Habe mir diese Woche das Magix Video Delux 2004/2005 besorgt und kämpfe nun seit einigen Tagen damit rum.

Das Problem ist folgendes:

Auf meinem neuen HP Rechner (Pentium4, 2.8GHz, 512RAM,...) habe ich das Prog installiert. Doch wenn ich Videosequenzen (mpg) in einen Film einbauen will, wird die Tonspur nicht erkannt, ich habe nur das Bild. Seit dem Moment, an dem ich das prog installiert habe, laufen die Filmchen auch im Mediaplayer nicht mehr. 

Kurzerhand habe ich das Programm testeshalber auf meinem alten, lahmen Rechner installiert. und sieh da - es funktionert tip-top. Nur ist der Rechner halt eben ziemlich lahm.

Kennt jemand das problem und weiss vielleich abhilfe. wäre riesig dankbar, da die Zeit langsam etwas drängt. ich brauch den geschnittenen Film am Wochenende. 

Danke und Gruss 
Zupermann.


----------



## slimanus (21. August 2004)

Geh mal auf die Magix-Homepage, registriere dich (Reg.-Code auf der Rückseite der Bedienungsanleitung) und lade dir das Update runter. Müsste den Fehler eigentlich beheben


----------



## zupermann (21. August 2004)

Hallo Slimanus

Vielen Dank für die Antwort. 
Dein Vorschlag war das erste, was ich probiert habe. Es hat nichts genützt. 
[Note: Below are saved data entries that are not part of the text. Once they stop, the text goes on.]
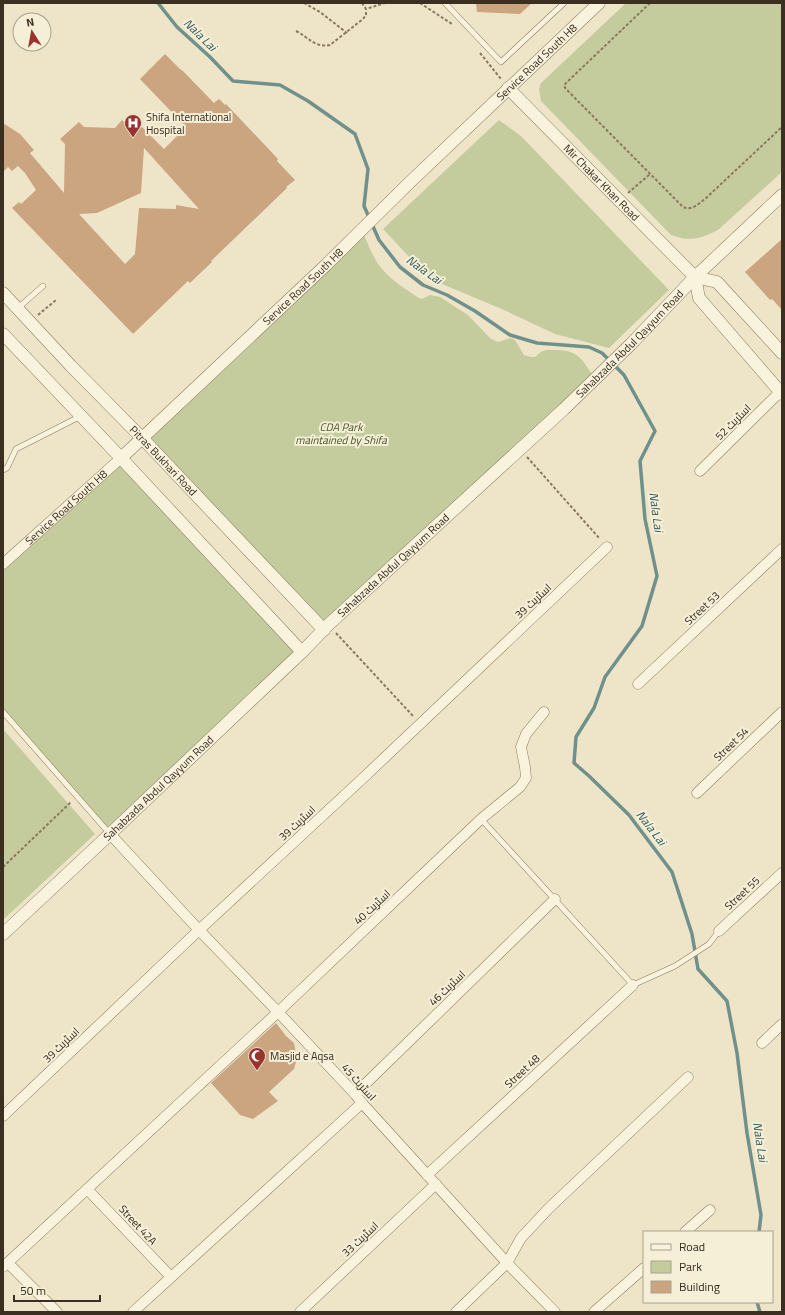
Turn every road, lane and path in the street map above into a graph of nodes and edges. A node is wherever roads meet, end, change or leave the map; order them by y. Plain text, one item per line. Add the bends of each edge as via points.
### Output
1 (304, 3) edge
2 (362, 3) edge
3 (385, 3) edge
4 (420, 3) edge
5 (445, 3) edge
6 (564, 3) edge
7 (598, 3) edge
8 (650, 3) edge
9 (366, 9) junction
10 (453, 25) dead end
11 (296, 31) dead end
12 (347, 33) junction
13 (478, 51) dead end
14 (508, 88) junction
15 (782, 127) edge
16 (650, 174) junction
17 (782, 195) edge
18 (620, 200) junction
19 (695, 277) junction
20 (43, 286) dead end
21 (3, 293) edge
22 (56, 300) dead end
23 (17, 308) junction
24 (30, 322) junction
25 (3, 334) edge
26 (782, 353) edge
27 (781, 392) edge
28 (81, 416) junction
29 (143, 438) junction
30 (520, 448) junction
31 (121, 458) junction
32 (3, 470) edge
33 (700, 471) dead end
34 (607, 547) joint
35 (782, 549) edge
36 (3, 564) edge
37 (326, 627) junction
38 (302, 652) junction
39 (638, 684) dead end
40 (3, 712) edge
41 (544, 712) dead end
42 (782, 712) edge
43 (420, 724) junction
44 (697, 793) dead end
45 (77, 796) junction
46 (481, 819) junction
47 (110, 834) junction
48 (3, 867) edge
49 (782, 873) edge
50 (555, 899) junction
51 (199, 930) junction
52 (719, 931) joint
53 (3, 934) edge
54 (633, 986) junction
55 (278, 1012) junction
56 (782, 1024) edge
57 (762, 1043) dead end
58 (688, 1078) dead end
59 (355, 1094) junction
60 (362, 1103) junction
61 (3, 1116) edge
62 (427, 1175) junction
63 (436, 1184) junction
64 (88, 1189) junction
65 (710, 1210) dead end
66 (686, 1231) edge
67 (507, 1263) junction
68 (6, 1265) edge
69 (643, 1269) edge
70 (172, 1277) junction
71 (56, 1312) edge
72 (133, 1312) edge
73 (300, 1312) edge
74 (456, 1312) edge
75 (555, 1312) edge
76 (594, 1312) edge

1 - 12 path
2 - 9 path
3 - 9 path
4 - 10 path
5 - 6 lane via 501,62
7 - 14 street, Service Road South H8
8 - 16 path via 564,86
9 - 12 path via 363,19
11 - 12 path via 324,46 330,45
13 - 14 path
14 - 18 street, Mir Chakar Khan Road
14 - 29 street, Service Road South H8
15 - 16 path via 705,199 689,209 683,207
16 - 18 path
17 - 19 street, Sahabzada Abdul Qayyum Road
18 - 19 street, Mir Chakar Khan Road
19 - 26 street via 718,282
19 - 27 street via 699,298
19 - 30 street, Sahabzada Abdul Qayyum Road via 631,344
20 - 23 lane
21 - 23 street, Pitras Bukhari Road
22 - 24 path
23 - 24 street, Pitras Bukhari Road
24 - 29 street, Pitras Bukhari Road
25 - 28 street
27 - 33 street, اسٹریٹ 52
28 - 31 street
28 - 32 lane via 16,449 7,468
29 - 31 street, Service Road South H8
29 - 37 street, Pitras Bukhari Road
30 - 34 path
30 - 37 street, Sahabzada Abdul Qayyum Road
31 - 36 street, Service Road South H8
31 - 38 street
34 - 43 street, اسٹریٹ 39
35 - 39 street, Street 53
37 - 38 street, Sahabzada Abdul Qayyum Road
37 - 43 path
38 - 47 street, Sahabzada Abdul Qayyum Road
40 - 45 lane
41 - 46 street, اسٹریٹ 40 via 526,734 520,747 526,778 520,787
42 - 44 street, Street 54
43 - 51 street, اسٹریٹ 39
45 - 47 lane
45 - 48 path
46 - 50 lane
46 - 55 street, اسٹریٹ 40
47 - 51 street, اسٹریٹ 45
47 - 53 street, Sahabzada Abdul Qayyum Road
49 - 52 street, Street 55
50 - 54 lane
50 - 59 street, اسٹریٹ 46
51 - 55 street, اسٹریٹ 45
51 - 61 street, اسٹریٹ 39
52 - 54 lane via 709,944 675,966
54 - 62 street, Street 48
55 - 59 street, اسٹریٹ 45
55 - 64 street, اسٹریٹ 40
56 - 57 street
58 - 67 street via 549,1208 521,1238
59 - 60 street, اسٹریٹ 45
60 - 62 street, اسٹریٹ 45
60 - 70 street
62 - 63 street, اسٹریٹ 45
63 - 67 street, اسٹریٹ 45
63 - 73 street, اسٹریٹ 33
64 - 68 street, اسٹریٹ 40
64 - 70 street, Street 42A
65 - 66 street
67 - 74 street
67 - 75 street, اسٹریٹ 45
68 - 71 street
69 - 76 street
70 - 72 street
In der Zwischenzeit habe ich in einer Radikalaktion meinen Rechner formatiert, Windows XP neu installiert und als einziges zusätzliches Programm zu den Standard-Installationen Magix Video Delux installiert. Selbst das hat keine Veränderung in der Funktion gezeigt.

Gruss
Zupermann


----------



## josreini (26. August 2004)

*Magix Video DeLuxe 2004*

Hallo Zuperman,

ich habe mit Magix Video Deluxe 2004 ähnliche Probleme, die alles andere als erfreulich sind. Nach der Installation unter Windows XP stellte sich zunächst heraus, dass der MP3 Codec in Virtual Dub nur noch bis 56 kbps komprimiert. Dann musste ich TMPEG neu installieren, auch der MediaPlayer hatte echte Probleme. Nun, nach der Neuinstallation von einigen Codecs (alles Freeware) und von TMPEG liefen die genannten Programme wieder. Aber *Quicktime 6.51* bekomme ich auch nach De- und Neu-Installation nicht mehr zum Laufen, die Videos von der DigiCam kann ich nur noch mit VLC anschauen. Ich habe keine Lust, Windows XP jetzt neu zu installieren. Wahrscheinlich werde ich folgendes machen: Magix deinstallieren, zurückgeben und nie mehr installieren. Es sei denn, jemand kann hier helfen...

mfG Reinhard


----------



## zupermann (27. August 2004)

Hallo Reinhard

Ich habe bei mir inzwischen alles zum laufen gebracht. Juhee! 
Anscheinend handelt es sich bei meinem Problem tatsächlich um ein Codec-Problem das bei Windows XP gepaart mit Magix Video Delux 2004/2005 einfach entsteht.

Ich habe folgendes gemacht und war tatsächlich erfolgreich:

- "K-Lite Mega Codec Pack 1.02"  von Seite
http://www.codec-download.de/modules.php?name=Downloads&d_op=viewsdownload&sid=74
downloaden
- installieren 
- FERTIG !

Ich hoffe dir damit zu helfen und eventuell auch anderen die das gleiche Problem haben.

Gruss aus der Schweiz
Zupermann


----------